13. En el barrio de los pescadores
1. Por su gran extensión, el lago de Galilea es llamado "mar" de Galilea. En los evangelios se le llama también lago de Tiberíades o de Genesaret, haciendo referencia a dos de las ciudades que se encontraban en sus orillas. En el Antiguo Testamento se le llama mar o lago de "Kinneret" -de "kinnor" que, en hebreo, significa arpa-. La leyenda dice que el lago tiene esta forma y que la suave voz de sus olas recuerda el sonido de las cuerdas del arpa. De norte a sur, el lago mide 21 kilómetros. Su mayor anchura es de 13 kilómetros . Está situado, como el Mar Muerto, bajo el nivel del mar, a 212 metros , y llega a tener una profundidad de 48 metros . Sus aguas son dulces y ricas en varias clases de peces. Se conocen hasta 24 especies distintas.

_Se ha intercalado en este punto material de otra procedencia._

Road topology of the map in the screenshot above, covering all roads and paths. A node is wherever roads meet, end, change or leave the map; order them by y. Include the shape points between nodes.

2. Junto al lago de Galilea había varias ciudades. En tiempos de Jesús, una de las más importantes era Cafarnaum ("ciudad del consuelo" o "ciudad de Nahum"), nunca mencionada en el Antiguo Testamento. La ciudad tenía un puesto de aduanas, pues era fronteriza entre la Galilea que gobernaba Herodes y la zona de Iturea y Traconítide, que correspondía a su hermano Filipo. Estaba, además, junto a la gran calzada romana que unía Galilea con Siria, la llamada "via maris". Por su importancia estratégica había también en la ciudad una guarnición romana con un centurión a su mando. En Cafarnaum se desarrollaron gran cantidad de episodios de la vida y predicación de Jesús en Galilea. Allí vivió al dejar Nazaret y Mateo la llamó "la ciudad de Jesús" (Mateo 9, 1).

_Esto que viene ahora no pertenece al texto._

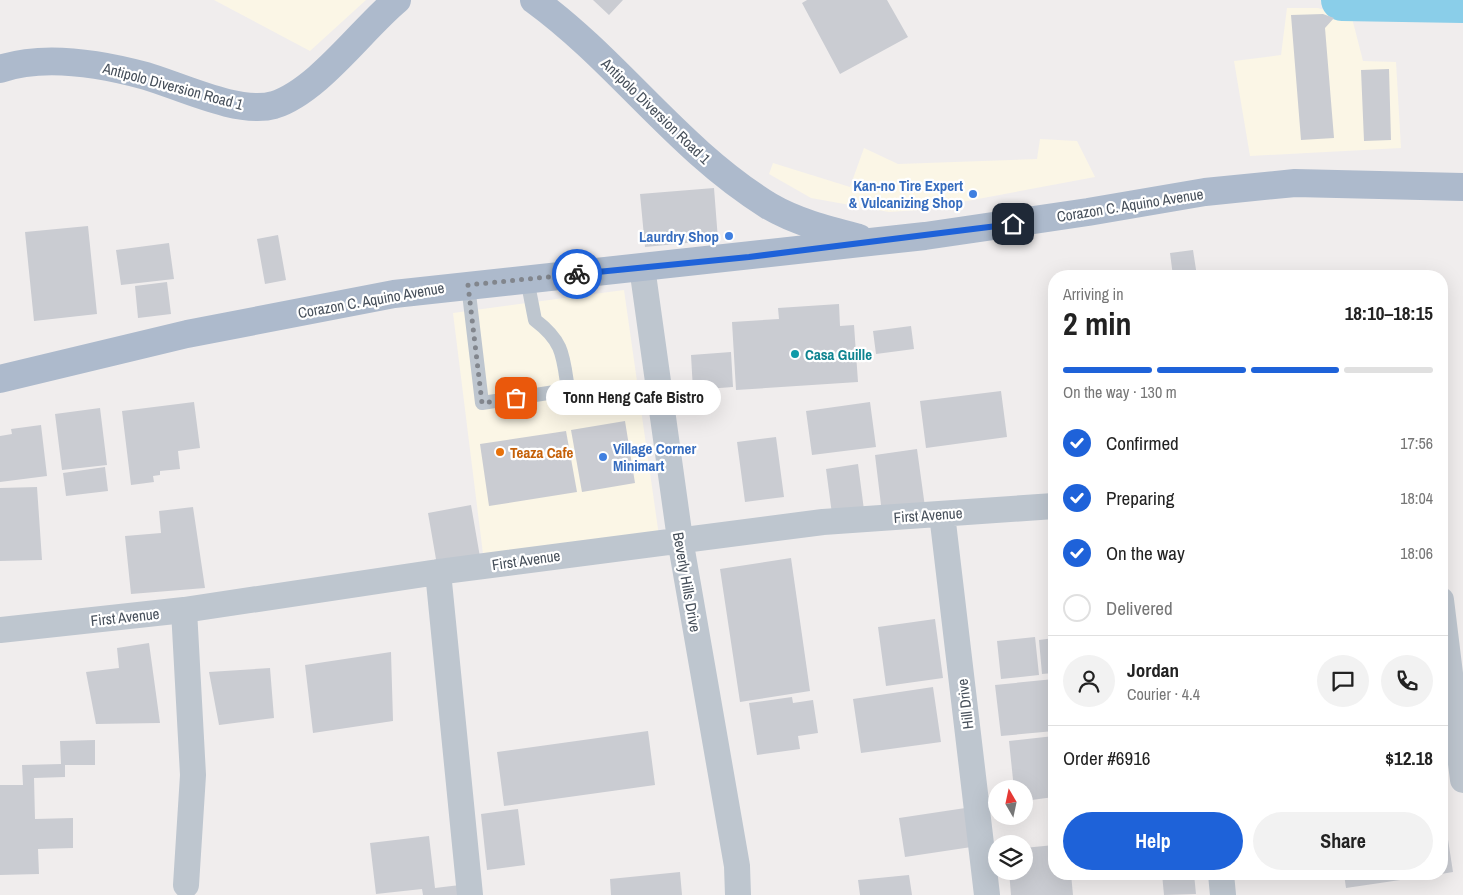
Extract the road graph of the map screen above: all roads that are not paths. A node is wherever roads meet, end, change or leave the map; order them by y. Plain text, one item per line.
1 (397, 0) edge
2 (534, 0) edge
3 (0, 69) edge
4 (1463, 187) edge
5 (770, 206) junction
6 (900, 238) junction
7 (749, 257) junction
8 (642, 268) junction
9 (527, 279) junction
10 (468, 285) junction
11 (0, 379) edge
12 (1048, 506) edge
13 (942, 514) junction
14 (680, 539) junction
15 (438, 572) junction
16 (184, 610) junction
17 (0, 630) edge
18 (1448, 657) edge
19 (1463, 780) edge
20 (1222, 880) edge
21 (186, 885) dead end
22 (470, 895) edge
23 (738, 895) edge
24 (987, 895) edge
25 (1223, 895) edge

1 - 3 main road, Antipolo Diversion Road 1
2 - 5 main road, Antipolo Diversion Road 1
4 - 6 main road, Corazon C. Aquino Avenue
5 - 6 main road, Antipolo Diversion Road 1
5 - 7 main road
6 - 7 main road, Corazon C. Aquino Avenue
7 - 8 main road, Corazon C. Aquino Avenue
8 - 9 main road, Corazon C. Aquino Avenue
8 - 14 street, Beverly Hills Drive
9 - 10 main road, Corazon C. Aquino Avenue
9 - 10 lane
10 - 11 main road, Corazon C. Aquino Avenue
12 - 13 street, First Avenue
13 - 14 street, First Avenue
13 - 24 street, Hill Drive
14 - 15 street, First Avenue
14 - 23 street, Beverly Hills Drive
15 - 16 street, First Avenue
15 - 22 street
16 - 17 street, First Avenue
16 - 21 street
18 - 19 street
20 - 25 street

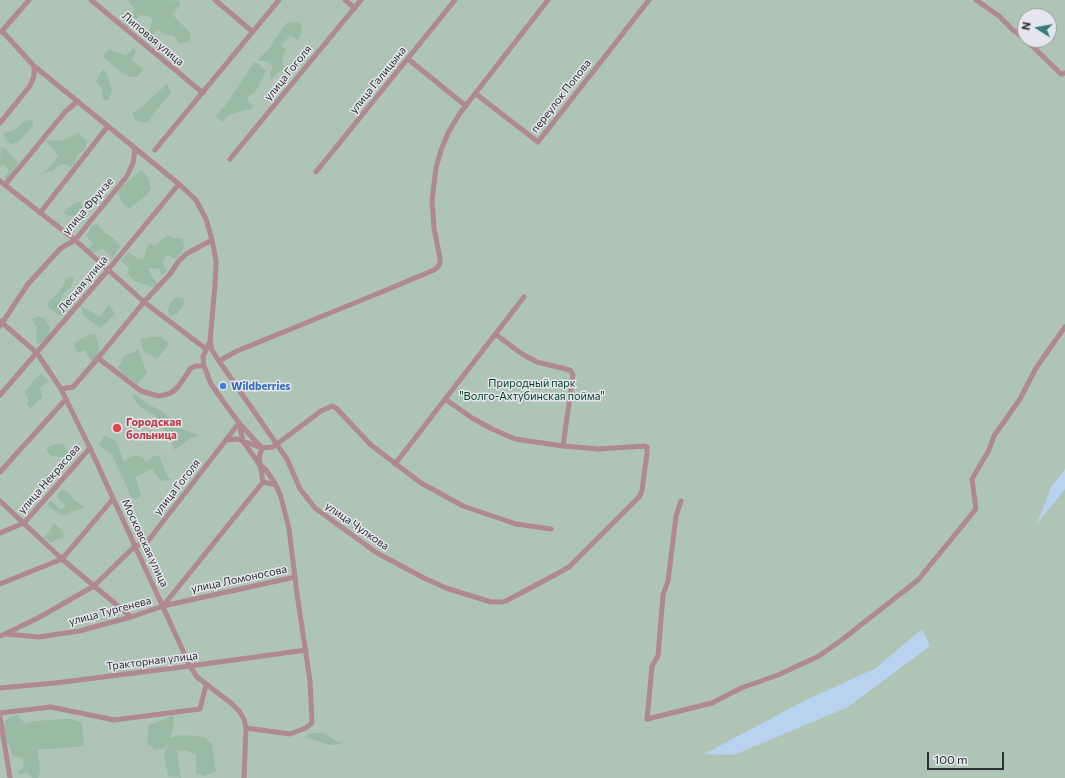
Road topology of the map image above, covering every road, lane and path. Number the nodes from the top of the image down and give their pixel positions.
1 (29, 0) edge
2 (91, 0) edge
3 (215, 0) edge
4 (279, 0) edge
5 (345, 0) edge
6 (361, 0) edge
7 (455, 0) edge
8 (548, 0) edge
9 (649, 0) edge
10 (976, 0) edge
11 (355, 8) junction
12 (1, 32) edge
13 (253, 32) junction
14 (1017, 33) edge
15 (1034, 48) edge
16 (408, 59) junction
17 (34, 66) junction
18 (1065, 73) edge
19 (203, 93) junction
20 (476, 94) junction
21 (78, 100) junction
22 (466, 106) junction
23 (0, 123) edge
24 (108, 126) junction
25 (135, 149) junction
26 (155, 150) dead end
27 (230, 159) dead end
28 (316, 172) dead end
29 (0, 181) edge
30 (179, 184) junction
31 (5, 185) junction
32 (40, 213) junction
33 (74, 240) junction
34 (212, 240) junction
35 (108, 270) junction
36 (524, 297) dead end
37 (144, 302) junction
38 (1, 324) edge
39 (1065, 327) edge
40 (495, 334) junction
41 (210, 342) junction
42 (206, 349) junction
43 (37, 353) junction
44 (98, 358) junction
45 (219, 360) junction
46 (204, 366) junction
47 (61, 389) junction
48 (0, 395) edge
49 (66, 399) junction
50 (445, 399) junction
51 (239, 423) junction
52 (226, 440) junction
53 (243, 441) junction
54 (277, 443) junction
55 (563, 446) junction
56 (90, 448) junction
57 (262, 448) junction
58 (259, 464) junction
59 (395, 464) junction
60 (0, 472) edge
61 (263, 482) junction
62 (276, 485) junction
63 (113, 499) junction
64 (0, 501) edge
65 (681, 501) dead end
66 (24, 522) junction
67 (551, 529) dead end
68 (0, 533) edge
69 (135, 546) junction
70 (62, 559) junction
71 (295, 577) junction
72 (0, 584) edge
73 (94, 586) junction
74 (163, 606) junction
75 (130, 617) junction
76 (2, 635) edge
77 (306, 650) junction
78 (190, 666) junction
79 (206, 685) junction
80 (0, 688) edge
81 (0, 713) edge
82 (0, 717) edge
83 (246, 728) junction
84 (10, 778) edge
85 (244, 778) edge

1 - 12 street
2 - 19 street, Липовая улица
3 - 13 street
4 - 13 street
5 - 11 street
6 - 11 street, улица Гоголя
7 - 16 street, улица Галицына
8 - 20 street
9 - 20 street, переулок Попова
10 - 14 street
11 - 27 street, улица Гоголя
12 - 17 street
13 - 19 street
15 - 18 street
16 - 22 street
16 - 28 street, улица Галицына
17 - 21 street
17 - 23 street
19 - 26 street
20 - 22 street
21 - 24 street
21 - 31 street
22 - 45 street
24 - 25 street
24 - 32 street
25 - 30 street
25 - 33 street, улица Фрунзе
29 - 31 street
30 - 34 street
30 - 35 street, Лесная улица
31 - 32 street
32 - 33 street
33 - 35 street
33 - 38 street, улица Фрунзе
34 - 37 street
34 - 41 street
35 - 37 street
35 - 43 street, Лесная улица
36 - 40 street
37 - 42 street
37 - 44 street
38 - 43 street, Московская улица
39 - 65 street
40 - 50 street
40 - 55 street
41 - 42 street
41 - 45 street, улица Чулкова
42 - 46 street
43 - 47 street, Московская улица
43 - 48 street, Лесная улица
44 - 46 street
44 - 47 street
45 - 54 street, улица Чулкова
46 - 51 street
47 - 49 street, Московская улица
49 - 56 street, Московская улица
49 - 60 street
50 - 55 street
50 - 59 street
51 - 52 street, улица Гоголя
51 - 53 street
51 - 57 street
52 - 53 street
52 - 69 street, улица Гоголя
53 - 57 street
53 - 58 street
54 - 55 street, улица Чулкова
54 - 57 street
54 - 59 street
56 - 63 street, Московская улица
56 - 66 street, улица Некрасова
57 - 58 street
58 - 61 street
58 - 62 street
59 - 67 street
61 - 62 street
61 - 74 street, улица Тургенева
62 - 71 street
63 - 69 street, Московская улица
63 - 70 street
64 - 66 street
66 - 68 street, улица Некрасова
66 - 70 street
69 - 73 street, улица Гоголя
69 - 74 street, Московская улица
70 - 72 street
70 - 73 street
71 - 74 street, улица Ломоносова
71 - 77 street
73 - 75 street
73 - 76 street, улица Гоголя
74 - 75 street, улица Тургенева
74 - 78 street, Московская улица
75 - 76 street, улица Тургенева
77 - 78 street, Тракторная улица
77 - 83 street
78 - 79 street, Московская улица
78 - 80 street, Тракторная улица
79 - 81 street
79 - 83 street, Московская улица
82 - 84 street
83 - 85 street, Московская улица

En tiempos evangélicos, Cafarnaum era una ciudad de unos tres kilómetros de extensión y pocos miles de habitantes. Además de la pesca, la población se dedicaba a la agricultura: aceitunas, trigo y otros granos. Las casas estaban construidas en piedra negra de basalto con techos de lodo y paja, que hicieran más soportable el calor, muy fuerte en verano, por la gran depresión que forma el mar de Galilea. Unos cuatro siglos después de Jesús, Cafarnaum quedó destruida, y no fue hasta finales del siglo XIX cuando se hallaron sus ruinas. Éstas -cimientos de algunas casas, trazados de barrios y calles de la antigua ciudad- son uno de los mayores tesoros arqueológicos de Israel.

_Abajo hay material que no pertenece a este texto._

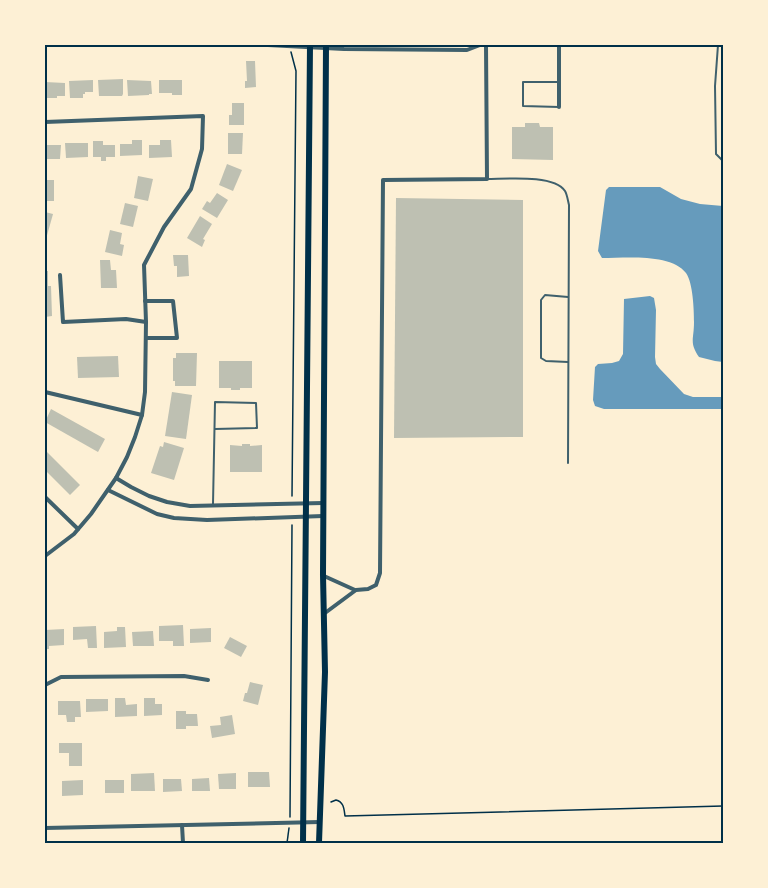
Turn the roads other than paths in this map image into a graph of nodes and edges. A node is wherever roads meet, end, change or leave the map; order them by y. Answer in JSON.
{"nodes":[{"id":1,"x":268,"y":45,"type":"edge"},
{"id":2,"x":480,"y":45,"type":"edge"},
{"id":3,"x":486,"y":45,"type":"edge"},
{"id":4,"x":559,"y":45,"type":"edge"},
{"id":5,"x":718,"y":45,"type":"edge"},
{"id":6,"x":291,"y":46,"type":"edge"},
{"id":7,"x":310,"y":46,"type":"edge"},
{"id":8,"x":326,"y":46,"type":"edge"},
{"id":9,"x":559,"y":82,"type":"junction"},
{"id":10,"x":559,"y":106,"type":"joint"},
{"id":11,"x":45,"y":122,"type":"edge"},
{"id":12,"x":723,"y":161,"type":"edge"},
{"id":13,"x":487,"y":179,"type":"junction"},
{"id":14,"x":60,"y":275,"type":"dead end"},
{"id":15,"x":568,"y":297,"type":"junction"},
{"id":16,"x":146,"y":301,"type":"junction"},
{"id":17,"x":146,"y":322,"type":"junction"},
{"id":18,"x":146,"y":338,"type":"junction"},
{"id":19,"x":568,"y":362,"type":"junction"},
{"id":20,"x":45,"y":392,"type":"edge"},
{"id":21,"x":142,"y":415,"type":"junction"},
{"id":22,"x":215,"y":429,"type":"junction"},
{"id":23,"x":568,"y":463,"type":"dead end"},
{"id":24,"x":116,"y":478,"type":"junction"},
{"id":25,"x":108,"y":490,"type":"junction"},
{"id":26,"x":45,"y":497,"type":"edge"},
{"id":27,"x":305,"y":503,"type":"junction"},
{"id":28,"x":324,"y":503,"type":"junction"},
{"id":29,"x":213,"y":506,"type":"junction"},
{"id":30,"x":305,"y":516,"type":"junction"},
{"id":31,"x":323,"y":516,"type":"junction"},
{"id":32,"x":78,"y":530,"type":"junction"},
{"id":33,"x":45,"y":556,"type":"edge"},
{"id":34,"x":323,"y":575,"type":"junction"},
{"id":35,"x":356,"y":590,"type":"junction"},
{"id":36,"x":324,"y":614,"type":"junction"},
{"id":37,"x":208,"y":680,"type":"dead end"},
{"id":38,"x":45,"y":685,"type":"edge"},
{"id":39,"x":303,"y":822,"type":"junction"},
{"id":40,"x":320,"y":822,"type":"junction"},
{"id":41,"x":182,"y":825,"type":"junction"},
{"id":42,"x":45,"y":828,"type":"edge"},
{"id":43,"x":183,"y":843,"type":"edge"},
{"id":44,"x":303,"y":843,"type":"edge"},
{"id":45,"x":320,"y":843,"type":"edge"}],
"edges":[{"from":1,"to":6,"type":"street"},
{"from":2,"to":8,"type":"street"},
{"from":3,"to":13,"type":"street"},
{"from":4,"to":9,"type":"street"},
{"from":5,"to":12,"type":"lane"},
{"from":6,"to":7,"type":"street"},
{"from":7,"to":8,"type":"street"},
{"from":7,"to":27,"type":"main road"},
{"from":8,"to":28,"type":"main road"},
{"from":9,"to":10,"type":"street"},
{"from":9,"to":10,"type":"lane"},
{"from":11,"to":16,"type":"street"},
{"from":13,"to":15,"type":"lane"},
{"from":13,"to":35,"type":"street"},
{"from":14,"to":17,"type":"street"},
{"from":15,"to":19,"type":"lane"},
{"from":15,"to":19,"type":"lane"},
{"from":16,"to":17,"type":"street"},
{"from":16,"to":18,"type":"street"},
{"from":17,"to":18,"type":"street"},
{"from":18,"to":21,"type":"street"},
{"from":19,"to":23,"type":"lane"},
{"from":20,"to":21,"type":"street"},
{"from":21,"to":24,"type":"street"},
{"from":22,"to":22,"type":"lane"},
{"from":22,"to":29,"type":"lane"},
{"from":24,"to":25,"type":"street"},
{"from":24,"to":29,"type":"street"},
{"from":25,"to":30,"type":"street"},
{"from":25,"to":32,"type":"street"},
{"from":26,"to":32,"type":"street"},
{"from":27,"to":28,"type":"street"},
{"from":27,"to":29,"type":"street"},
{"from":27,"to":30,"type":"main road"},
{"from":28,"to":31,"type":"main road"},
{"from":30,"to":31,"type":"street"},
{"from":30,"to":39,"type":"main road"},
{"from":31,"to":34,"type":"main road"},
{"from":32,"to":33,"type":"street"},
{"from":34,"to":35,"type":"street"},
{"from":34,"to":36,"type":"main road"},
{"from":35,"to":36,"type":"street"},
{"from":36,"to":40,"type":"main road"},
{"from":37,"to":38,"type":"street"},
{"from":39,"to":40,"type":"street"},
{"from":39,"to":41,"type":"street"},
{"from":39,"to":44,"type":"main road"},
{"from":40,"to":45,"type":"main road"},
{"from":41,"to":42,"type":"street"},
{"from":41,"to":43,"type":"street"}]}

En el Cafarnaum actual se conservan restos de una gran sinagoga edificada sobre la de tiempos de Jesús, y muchos objetos de la época: lámparas de aceite, prensas de aceite, piedras de molino. De todos los recuerdos, el más importante es, sin duda, el basamento o cimiento de la casa de Pedro, cercana al embarcadero. Las inscripciones encontradas demuestran que los primeros cristianos se reunían allí desde el siglo I a celebrar la eucaristía.
3. En todas las culturas campesinas predomina la tradición oral. La gente se reúne para escuchar a uno de sus paisanos una historia mil veces repetida y adornada. El padre transmite a sus hijos el saber acumulado durante generaciones valiéndose de cuentos o acertijos. El abuelo o abuela, expertos relatores de historias antiguas, las cuentan a los más jóvenes. Jesús, un campesino, fue heredero de esta cultura. Por otra parte, el Oriente ha sido siempre cuna fértil de historias con moralejas, fábulas, leyendas, parábolas. Los evangelios muestran que a todo esto Jesús uniría una maestría personal como conversador y narrador. De su mundo familiar y campesino nacieron todas sus parábolas. Se explicaba con imágenes mucho mejor que con ideas abstractas y es un error creer que lo hacía por "adaptarse" a oyentes poco inteligentes para que lo entendieran mejor.